I'm sure that a program by the name of _"Til debt do us part" _or something like that was advertised on _RTÉ _for sometime over the _Xmas _period but I didn't catch the details and can't find anything on their website...


----------



## usual (20 Dec 2006)

*Re: Survey on people in debt*

That program is on tomorrow night. Should be interesting.


----------



## CCOVICH (20 Dec 2006)

*Re: Survey on people in debt*



ClubMan said:


> I'm sure that a program by the name of _"Til debt do us part" _or something like that was advertised on _RTÉ _for sometime over the _Xmas _period but I didn't catch the details and can't find anything on their website...


 
Primetime this Thursday, RTE1 at 9.30 AFAIK.


----------



## ajapale (20 Dec 2006)

*Re: Survey on people in debt*

Thanks, Im looking forward to the programme. aj


----------



## extopia (21 Dec 2006)

*Re: Survey on people in debt*

Bet you're not looking forward to it now! 

A pretty facile examination of the debt problem, in my opinion. They managed to find a few folks who'd been taken to the cleaners by (legal) moneylenders. The regulators agreed that moneylending was a problem but that there were few if any complaints. We learned that the big banks are getting into the business, and that maybe 50-odd houses were repossessed by one of the operators.

The producers managed to stretch the budget to take in a trip to the States to interview a few people and show us that there are a lot of properties on the market in Pittsburgh, ever since sub-prime lenders entered the mortgage market. 

Nowhere was there any examination of the implications of middle-class debt and the "equity release" phenomenon, although I missed the start of the show and perhaps this was beyond the brief.  

The story ended with one defaulter complaining about being sent to prison and another going on about having to buy designer tracksuits for the kids because they think it's from santy, as the strings swelled.

Your license fee at work, folks. Lame.


----------



## nelly (22 Dec 2006)

*Re: Survey on people in debt*

same thoughts - now i agree the laws are outdated and the cost of 16 days in Jail to the state is way more than the lady owed so seemed rediculous. ..


----------



## ajapale (22 Dec 2006)

I thought the show was good.

The guys from Mabs and Flac were both excellent and articulate.

The guy from the Credit Unions was ok but a little bit defensive.

However, Mary O'Dea of IFSRA was portrayed as detached, uninterested and uncaring about the victims of predatory lending.

On a point of information the seven days clip shown dated to the late 1960's and not 1977 as stated in the programme.

aj


----------



## nelly (22 Dec 2006)

ajapale said:


> I thought the show was good.
> 
> The guys from Mabs and Flac were both excellent and articulate.
> 
> ...



yes i agree with these statements.


----------



## ajapale (22 Dec 2006)

Discussion surrounding single mothers and debt has been moved to LOS.

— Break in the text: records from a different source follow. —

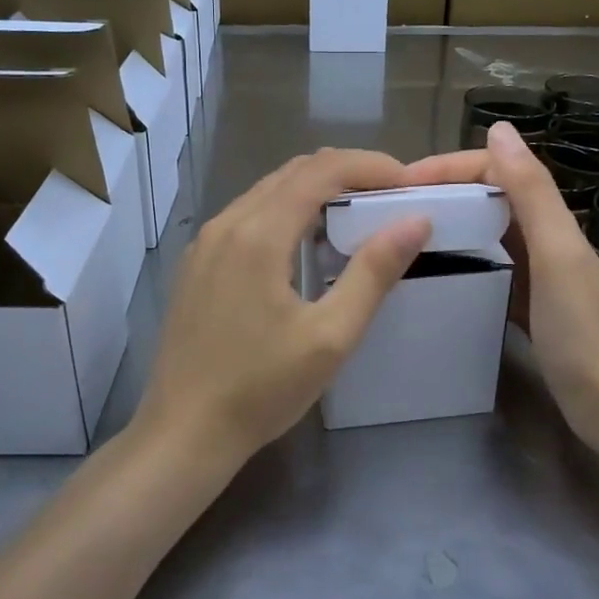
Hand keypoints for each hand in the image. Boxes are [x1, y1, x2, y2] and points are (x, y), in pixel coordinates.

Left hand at [137, 148, 431, 461]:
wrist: (183, 432)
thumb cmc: (261, 389)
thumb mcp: (331, 337)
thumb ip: (374, 273)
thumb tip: (415, 221)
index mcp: (259, 233)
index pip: (323, 170)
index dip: (370, 165)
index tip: (409, 182)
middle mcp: (227, 223)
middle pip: (295, 171)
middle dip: (347, 172)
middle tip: (390, 195)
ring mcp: (206, 242)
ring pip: (268, 190)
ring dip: (316, 190)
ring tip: (358, 214)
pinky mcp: (197, 263)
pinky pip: (249, 214)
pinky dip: (287, 210)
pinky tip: (307, 243)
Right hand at [405, 122, 598, 422]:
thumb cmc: (580, 328)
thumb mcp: (556, 253)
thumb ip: (531, 192)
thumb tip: (500, 128)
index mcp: (547, 217)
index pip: (492, 169)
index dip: (448, 167)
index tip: (400, 184)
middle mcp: (539, 233)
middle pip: (484, 195)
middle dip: (440, 190)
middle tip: (390, 209)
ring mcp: (531, 267)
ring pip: (482, 227)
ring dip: (446, 219)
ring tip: (400, 233)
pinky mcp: (522, 297)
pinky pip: (484, 261)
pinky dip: (457, 254)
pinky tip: (431, 269)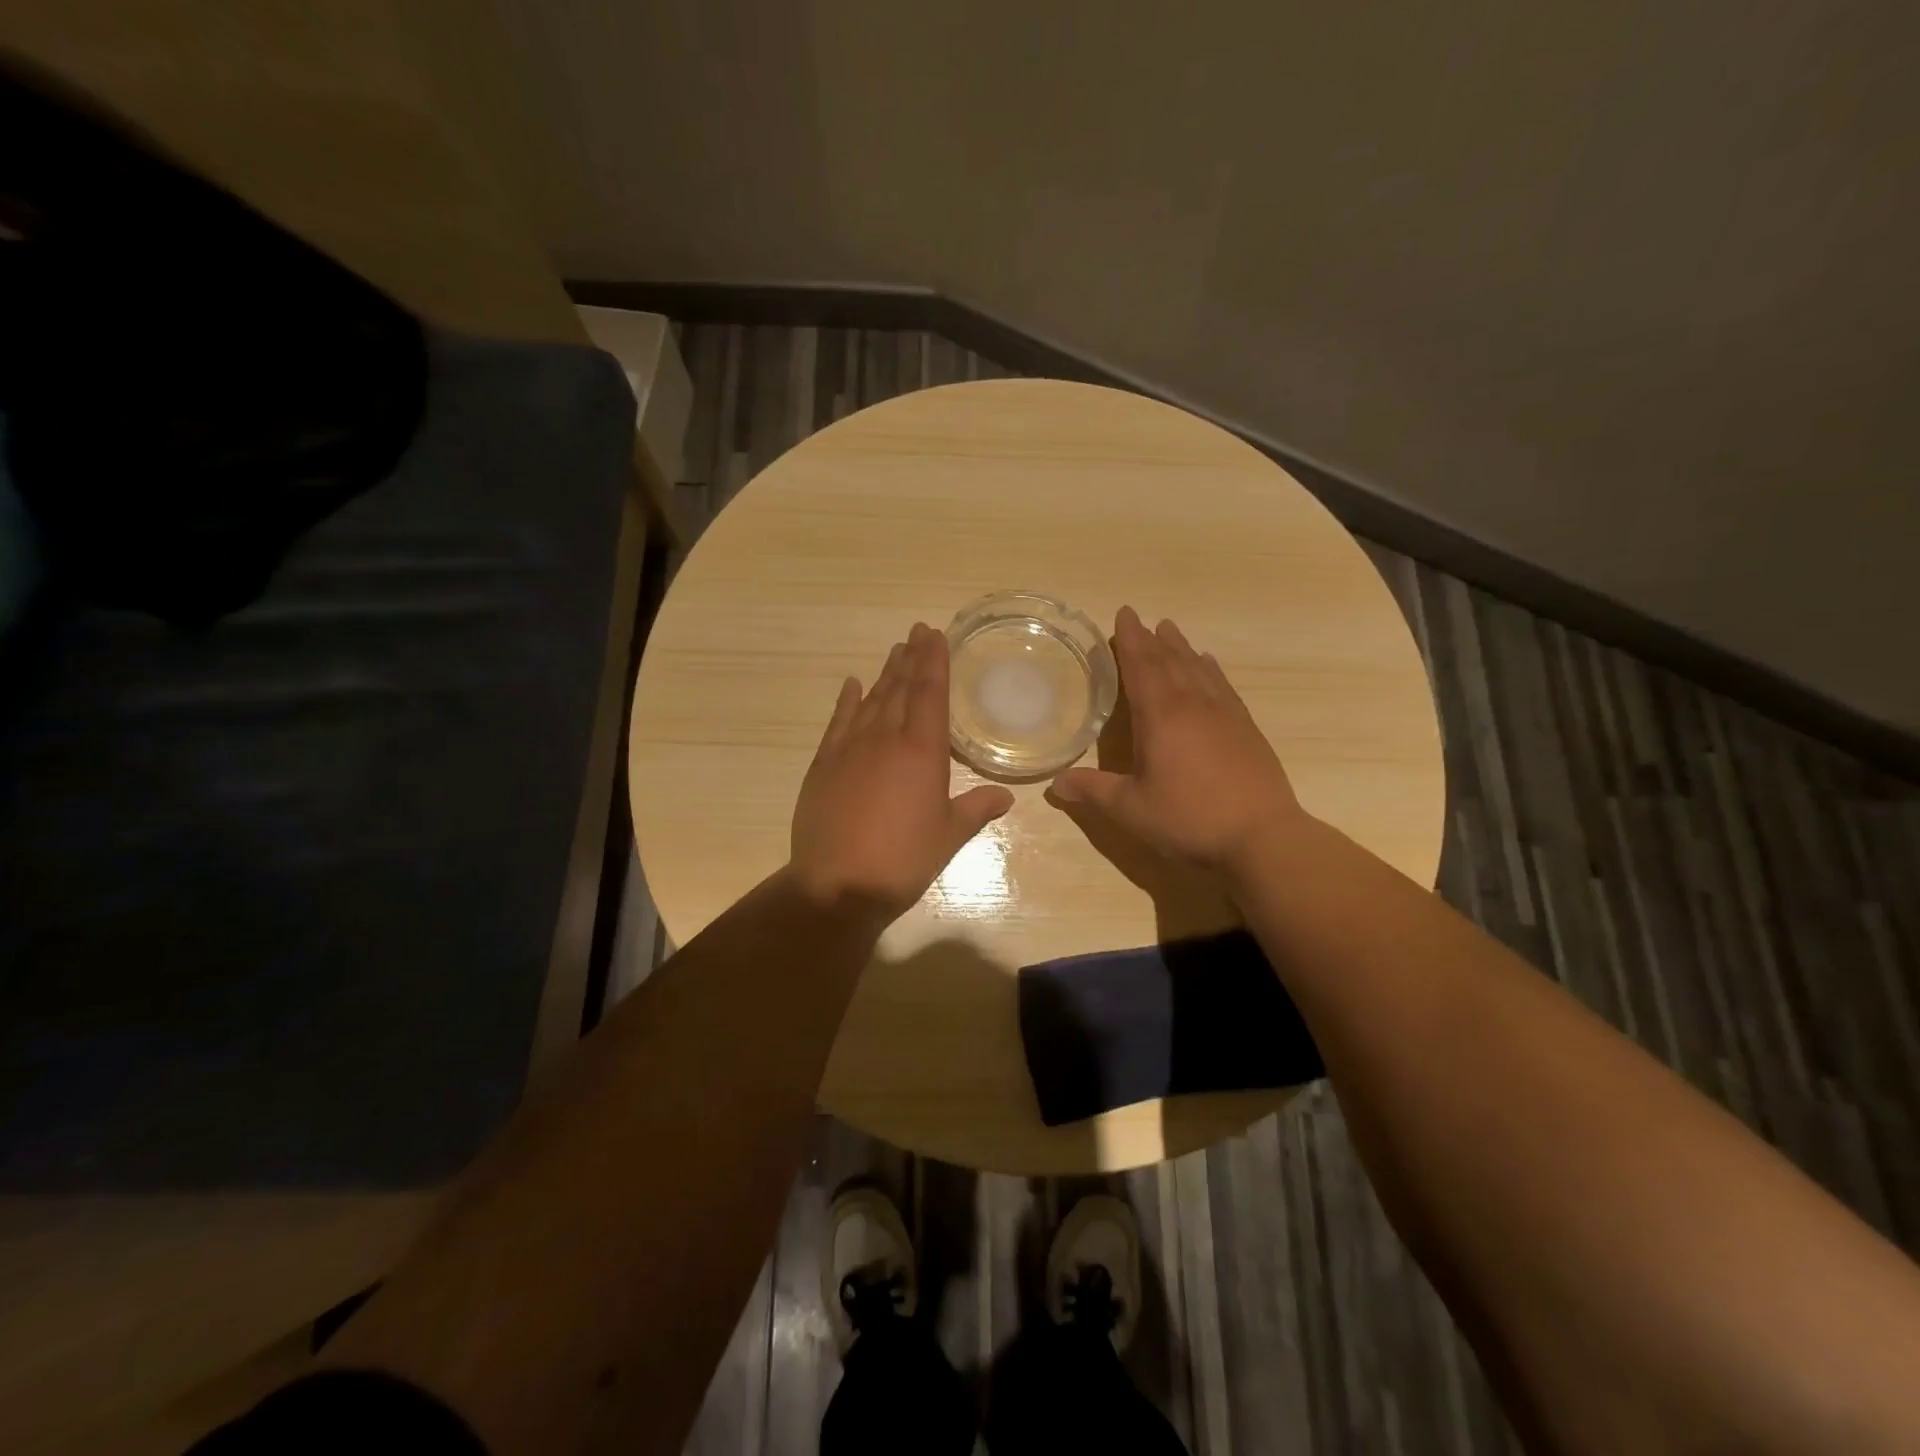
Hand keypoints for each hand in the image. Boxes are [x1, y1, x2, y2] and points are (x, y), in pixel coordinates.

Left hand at [789, 622, 1014, 920]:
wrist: (838, 884)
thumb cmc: (903, 859)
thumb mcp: (949, 836)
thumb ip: (976, 810)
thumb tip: (1005, 797)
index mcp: (922, 752)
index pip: (930, 693)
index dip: (934, 661)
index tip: (934, 634)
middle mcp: (886, 739)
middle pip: (901, 688)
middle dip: (911, 657)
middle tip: (917, 632)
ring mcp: (850, 748)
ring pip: (872, 700)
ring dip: (885, 674)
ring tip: (895, 651)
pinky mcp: (824, 764)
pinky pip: (838, 721)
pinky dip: (847, 700)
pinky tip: (853, 684)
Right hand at [1049, 607, 1306, 873]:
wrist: (1262, 836)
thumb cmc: (1189, 819)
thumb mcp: (1131, 809)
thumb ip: (1093, 792)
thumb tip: (1055, 784)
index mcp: (1161, 716)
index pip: (1141, 667)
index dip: (1130, 641)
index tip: (1124, 614)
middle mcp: (1192, 705)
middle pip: (1169, 661)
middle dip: (1151, 639)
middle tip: (1139, 619)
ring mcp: (1224, 714)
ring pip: (1197, 668)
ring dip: (1180, 647)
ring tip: (1169, 629)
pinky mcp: (1245, 728)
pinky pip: (1223, 685)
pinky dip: (1210, 669)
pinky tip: (1208, 664)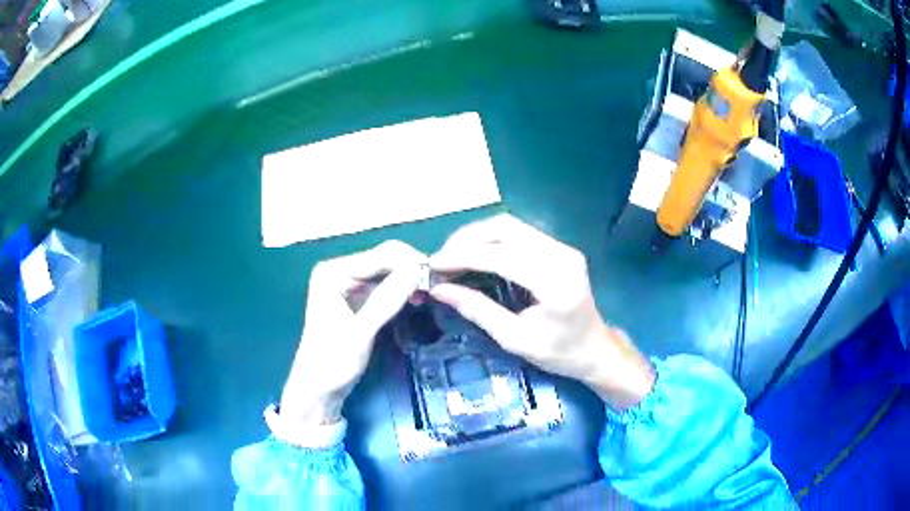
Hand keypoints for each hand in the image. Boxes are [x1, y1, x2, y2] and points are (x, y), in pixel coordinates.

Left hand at [280, 241, 426, 424]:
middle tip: (438, 286)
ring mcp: (349, 284)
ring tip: (431, 293)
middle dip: (412, 270)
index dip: (411, 262)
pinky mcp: (358, 299)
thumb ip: (386, 300)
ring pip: (389, 272)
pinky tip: (417, 300)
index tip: (439, 277)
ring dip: (409, 281)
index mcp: (333, 272)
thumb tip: (417, 269)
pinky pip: (386, 287)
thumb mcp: (361, 332)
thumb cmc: (332, 362)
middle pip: (385, 260)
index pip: (380, 255)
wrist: (319, 390)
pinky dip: (402, 291)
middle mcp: (340, 271)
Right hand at [429, 215, 654, 410]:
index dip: (462, 257)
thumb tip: (438, 289)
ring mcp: (563, 247)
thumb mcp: (514, 339)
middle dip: (466, 239)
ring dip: (476, 235)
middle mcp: (561, 254)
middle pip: (505, 228)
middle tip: (441, 260)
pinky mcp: (559, 247)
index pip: (501, 256)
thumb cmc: (559, 353)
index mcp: (555, 282)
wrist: (595, 349)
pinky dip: (491, 239)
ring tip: (453, 255)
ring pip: (510, 225)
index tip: (433, 266)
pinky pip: (518, 232)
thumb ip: (477, 310)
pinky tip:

This wikipedia article on predatory lending is interesting.


----------



## santiago (22 Dec 2006)

The Primetime show can be viewed online [broken link removed].


----------



## Z100 (22 Dec 2006)

ajapale said:


> On a point of information the seven days clip shown dated to the late 1960's and not 1977 as stated in the programme.
> 
> aj


 
True, the famous/controversial Seven Days programme on Moneylenders was shown in 1969.


----------



## ajapale (8 Jan 2007)

Charlie Weston in the Irish Independant suggests here (subscription required) that IFRSA do not have the sufficient will, ability or resources to comprehensively regulate the money lending sector.


----------